Write Our Democracy: Writers for Reproductive Rights
Hugo House is pleased to welcome the return of our collaborative programming with Write Our Democracy. Join us for a new reading and community event hosted by Julia Hands and Kirsten Sundberg Lunstrum.
How do we as writers and community members best utilize our voices, both on and off the page, to combat the ongoing onslaught of legislative violence?

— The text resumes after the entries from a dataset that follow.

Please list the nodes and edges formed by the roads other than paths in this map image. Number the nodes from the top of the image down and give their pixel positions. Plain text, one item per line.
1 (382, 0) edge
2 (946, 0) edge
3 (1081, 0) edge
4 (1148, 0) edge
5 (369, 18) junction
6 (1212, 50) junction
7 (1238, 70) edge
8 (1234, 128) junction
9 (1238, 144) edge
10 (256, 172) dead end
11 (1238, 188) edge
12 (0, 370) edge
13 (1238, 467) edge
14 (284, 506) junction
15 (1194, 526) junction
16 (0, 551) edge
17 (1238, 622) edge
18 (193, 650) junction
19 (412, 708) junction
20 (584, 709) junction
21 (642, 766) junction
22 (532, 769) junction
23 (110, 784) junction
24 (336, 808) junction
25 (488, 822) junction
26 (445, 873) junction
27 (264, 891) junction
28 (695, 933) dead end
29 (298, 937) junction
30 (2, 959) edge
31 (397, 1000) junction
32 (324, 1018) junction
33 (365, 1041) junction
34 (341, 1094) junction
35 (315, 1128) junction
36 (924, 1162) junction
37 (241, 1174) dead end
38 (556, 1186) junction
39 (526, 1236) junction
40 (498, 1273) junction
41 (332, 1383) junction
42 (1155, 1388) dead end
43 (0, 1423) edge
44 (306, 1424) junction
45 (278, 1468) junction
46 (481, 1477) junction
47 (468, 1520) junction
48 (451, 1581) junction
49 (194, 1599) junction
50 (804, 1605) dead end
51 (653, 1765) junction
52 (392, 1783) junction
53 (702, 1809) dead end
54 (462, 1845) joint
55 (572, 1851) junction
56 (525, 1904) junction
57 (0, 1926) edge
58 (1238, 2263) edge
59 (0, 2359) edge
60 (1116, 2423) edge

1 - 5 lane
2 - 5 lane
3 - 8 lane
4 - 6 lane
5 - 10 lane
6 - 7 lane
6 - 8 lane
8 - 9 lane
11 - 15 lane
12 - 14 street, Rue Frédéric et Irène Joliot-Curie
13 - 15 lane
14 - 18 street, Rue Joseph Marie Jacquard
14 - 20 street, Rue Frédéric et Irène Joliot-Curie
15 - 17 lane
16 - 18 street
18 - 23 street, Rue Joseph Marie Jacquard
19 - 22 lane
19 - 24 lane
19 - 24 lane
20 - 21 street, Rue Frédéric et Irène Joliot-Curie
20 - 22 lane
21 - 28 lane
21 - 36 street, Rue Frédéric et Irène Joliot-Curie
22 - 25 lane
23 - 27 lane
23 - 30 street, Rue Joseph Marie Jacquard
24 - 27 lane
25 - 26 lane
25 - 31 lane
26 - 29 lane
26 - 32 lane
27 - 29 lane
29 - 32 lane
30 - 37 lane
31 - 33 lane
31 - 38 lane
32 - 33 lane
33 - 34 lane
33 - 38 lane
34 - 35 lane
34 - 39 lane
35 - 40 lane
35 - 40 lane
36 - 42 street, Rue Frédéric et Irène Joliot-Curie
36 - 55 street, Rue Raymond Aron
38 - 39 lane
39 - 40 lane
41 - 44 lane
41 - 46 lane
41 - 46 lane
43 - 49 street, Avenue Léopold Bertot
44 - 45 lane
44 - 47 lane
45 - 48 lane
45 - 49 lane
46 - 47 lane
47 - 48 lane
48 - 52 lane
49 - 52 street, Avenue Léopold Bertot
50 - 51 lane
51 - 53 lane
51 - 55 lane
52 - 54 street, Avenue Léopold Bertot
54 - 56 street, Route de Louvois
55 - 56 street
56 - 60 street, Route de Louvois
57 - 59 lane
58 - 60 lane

Write Our Democracy returns to confront these questions and to alchemize our rage into progressive action.
We will assemble with six writers from across Washington state as they share the stage and their writing on the topic of reproductive freedom and bodily autonomy.
We will share opportunities to donate to the Northwest Abortion Access Fund as well as further information on how to take action for reproductive rights.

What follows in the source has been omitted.